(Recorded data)
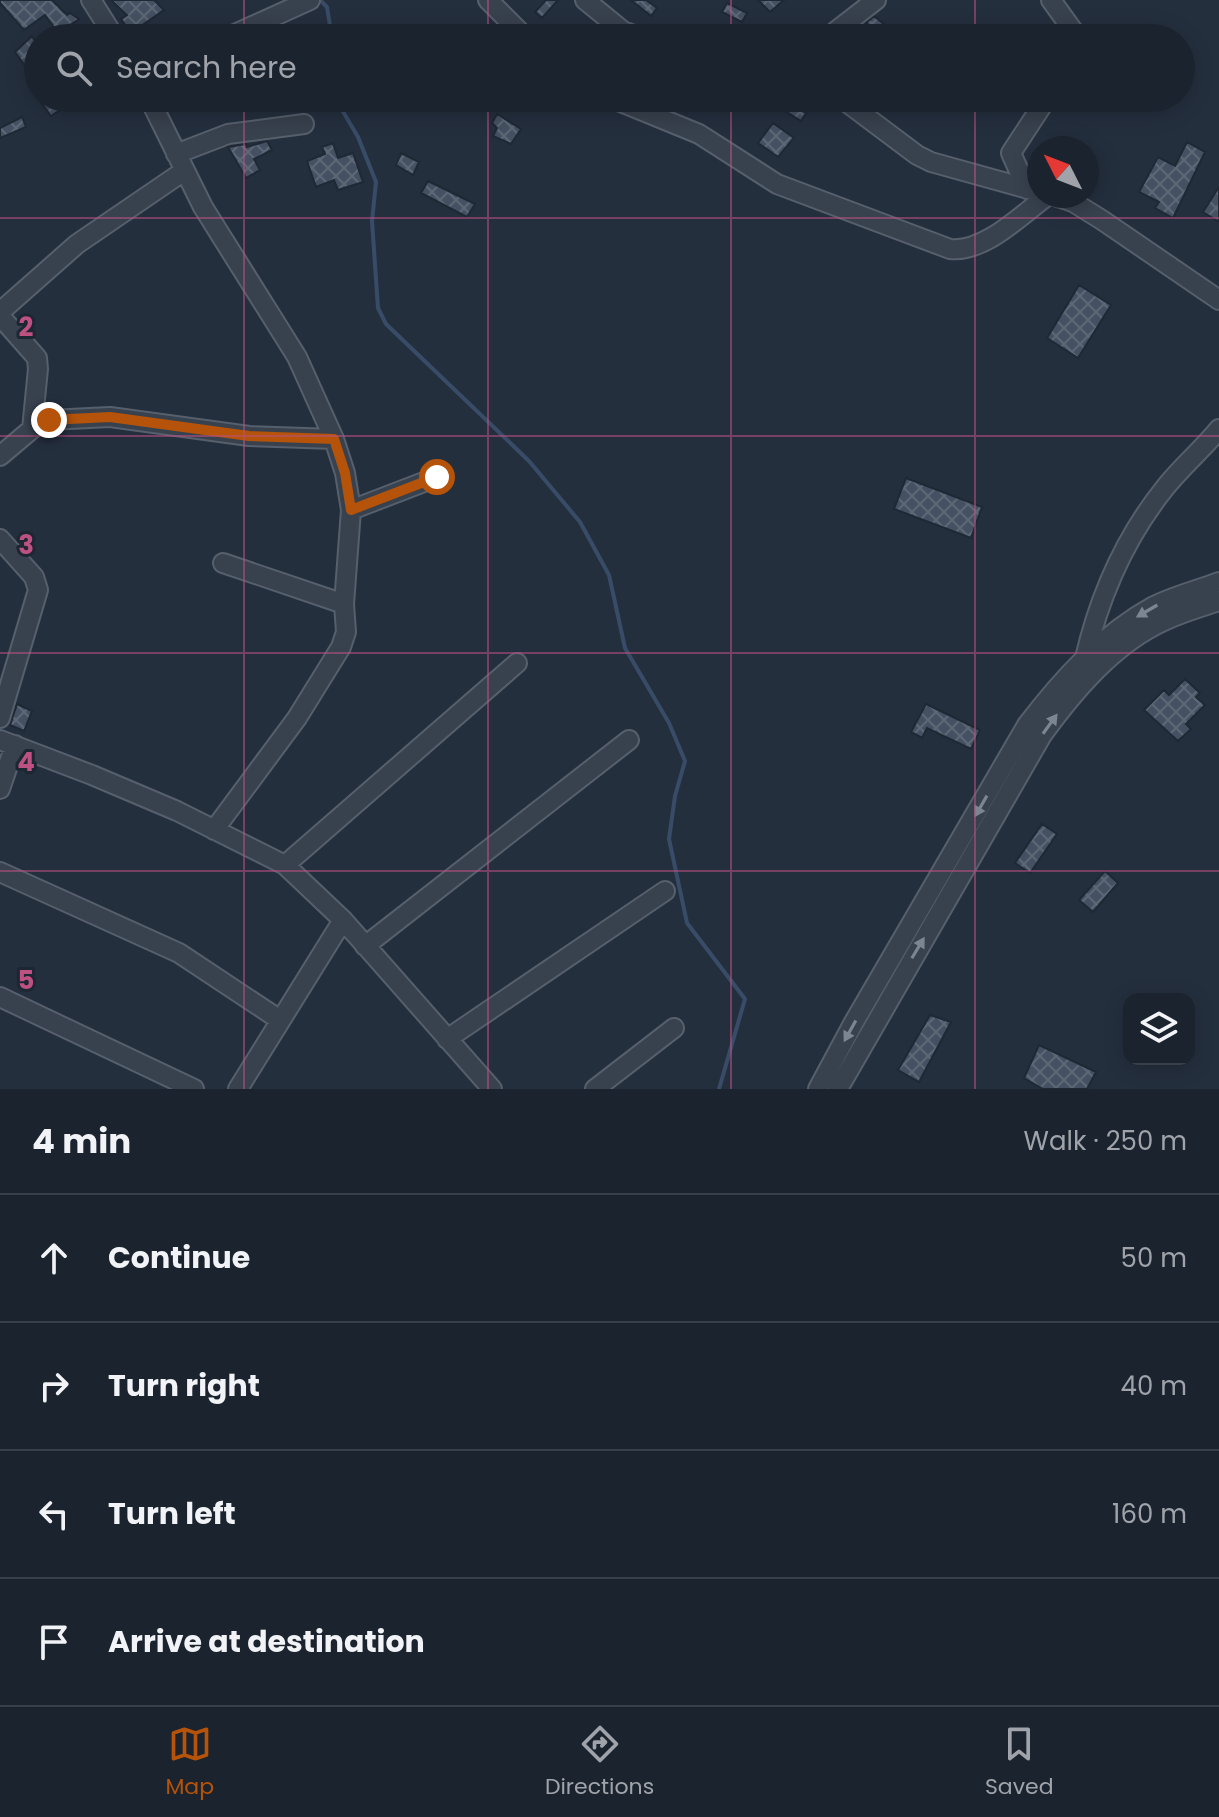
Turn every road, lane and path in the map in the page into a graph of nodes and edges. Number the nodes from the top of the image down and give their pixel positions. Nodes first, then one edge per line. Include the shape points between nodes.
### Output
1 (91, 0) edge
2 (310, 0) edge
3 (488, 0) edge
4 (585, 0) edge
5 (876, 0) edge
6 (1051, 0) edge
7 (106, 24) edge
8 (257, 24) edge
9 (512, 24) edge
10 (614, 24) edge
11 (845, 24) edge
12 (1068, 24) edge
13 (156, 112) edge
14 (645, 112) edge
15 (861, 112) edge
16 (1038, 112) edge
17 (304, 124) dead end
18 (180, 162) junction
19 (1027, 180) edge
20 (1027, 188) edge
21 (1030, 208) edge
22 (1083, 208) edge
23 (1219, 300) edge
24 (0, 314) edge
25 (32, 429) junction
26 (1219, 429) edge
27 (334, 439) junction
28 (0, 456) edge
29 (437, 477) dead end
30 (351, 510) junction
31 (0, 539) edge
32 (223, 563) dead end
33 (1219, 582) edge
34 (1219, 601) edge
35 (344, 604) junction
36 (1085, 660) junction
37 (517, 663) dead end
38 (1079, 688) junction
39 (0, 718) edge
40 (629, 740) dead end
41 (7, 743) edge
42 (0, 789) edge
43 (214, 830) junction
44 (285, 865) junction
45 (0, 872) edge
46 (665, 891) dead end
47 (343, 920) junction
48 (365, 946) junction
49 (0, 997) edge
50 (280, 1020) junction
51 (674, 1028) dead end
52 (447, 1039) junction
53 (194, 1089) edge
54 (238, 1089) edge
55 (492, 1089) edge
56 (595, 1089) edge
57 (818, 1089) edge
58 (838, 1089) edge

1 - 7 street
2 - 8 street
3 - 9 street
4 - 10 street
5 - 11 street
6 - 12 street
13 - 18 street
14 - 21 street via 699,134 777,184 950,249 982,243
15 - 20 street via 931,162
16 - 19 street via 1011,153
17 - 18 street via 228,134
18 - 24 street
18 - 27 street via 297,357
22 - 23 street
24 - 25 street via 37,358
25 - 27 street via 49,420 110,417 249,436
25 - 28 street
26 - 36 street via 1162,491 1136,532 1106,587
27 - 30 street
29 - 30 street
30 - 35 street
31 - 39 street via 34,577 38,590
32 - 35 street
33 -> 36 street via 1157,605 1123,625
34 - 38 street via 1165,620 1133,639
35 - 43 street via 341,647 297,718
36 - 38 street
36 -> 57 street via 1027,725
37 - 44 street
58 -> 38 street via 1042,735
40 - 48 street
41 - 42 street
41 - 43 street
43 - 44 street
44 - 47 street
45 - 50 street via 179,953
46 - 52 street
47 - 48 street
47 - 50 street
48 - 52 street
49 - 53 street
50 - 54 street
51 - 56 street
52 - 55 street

(Your task) Could you set down the records above word for word, without any of the pictures?

(Task result)
Turn every road, lane and path in the map in the page into a graph of nodes and edges. Number the nodes from the top of the image down and give their pixel positions. Nodes first, then one edge per line. Include the shape points between nodes.
### Output
1 (91, 0) edge
2 (310, 0) edge
3 (488, 0) edge
4 (585, 0) edge
5 (876, 0) edge
6 (1051, 0) edge
7 (106, 24) edge
8 (257, 24) edge
9 (512, 24) edge
10 (614, 24) edge
11 (845, 24) edge
12 (1068, 24) edge
13 (156, 112) edge
14 (645, 112) edge
15 (861, 112) edge
16 (1038, 112) edge
17 (304, 124) dead end
18 (180, 162) junction
19 (1027, 180) edge
20 (1027, 188) edge
21 (1030, 208) edge
22 (1083, 208) edge
23 (1219, 300) edge
24 (0, 314) edge
25 (32, 429) junction
26 (1219, 429) edge
27 (334, 439) junction
28 (0, 456) edge
29 (437, 477) dead end
30 (351, 510) junction
31 (0, 539) edge
32 (223, 563) dead end
33 (1219, 582) edge
34 (1219, 601) edge
35 (344, 604) junction
36 (1085, 660) junction
37 (517, 663) dead end
38 (1079, 688) junction
39 (0, 718) edge
40 (629, 740) dead end
41 (7, 743) edge
42 (0, 789) edge
43 (214, 830) junction
44 (285, 865) junction
45 (0, 872) edge
46 (665, 891) dead end
47 (343, 920) junction
48 (365, 946) junction
49 (0, 997) edge
50 (280, 1020) junction
51 (674, 1028) dead end
52 (447, 1039) junction
53 (194, 1089) edge
54 (238, 1089) edge
55 (492, 1089) edge
56 (595, 1089) edge
57 (818, 1089) edge
58 (838, 1089) edge

1 - 7 street
2 - 8 street
3 - 9 street
4 - 10 street
5 - 11 street
6 - 12 street
13 - 18 street
14 - 21 street via 699,134 777,184 950,249 982,243
15 - 20 street via 931,162
16 - 19 street via 1011,153
17 - 18 street via 228,134
18 - 24 street
18 - 27 street via 297,357
22 - 23 street
24 - 25 street via 37,358
25 - 27 street via 49,420 110,417 249,436
25 - 28 street
26 - 36 street via 1162,491 1136,532 1106,587
27 - 30 street
29 - 30 street
30 - 35 street
31 - 39 street via 34,577 38,590
32 - 35 street
33 -> 36 street via 1157,605 1123,625
34 - 38 street via 1165,620 1133,639
35 - 43 street via 341,647 297,718
36 - 38 street
36 -> 57 street via 1027,725
37 - 44 street
58 -> 38 street via 1042,735
40 - 48 street
41 - 42 street
41 - 43 street
43 - 44 street
44 - 47 street
45 - 50 street via 179,953
46 - 52 street
47 - 48 street
47 - 50 street
48 - 52 street
49 - 53 street
50 - 54 street
51 - 56 street
52 - 55 street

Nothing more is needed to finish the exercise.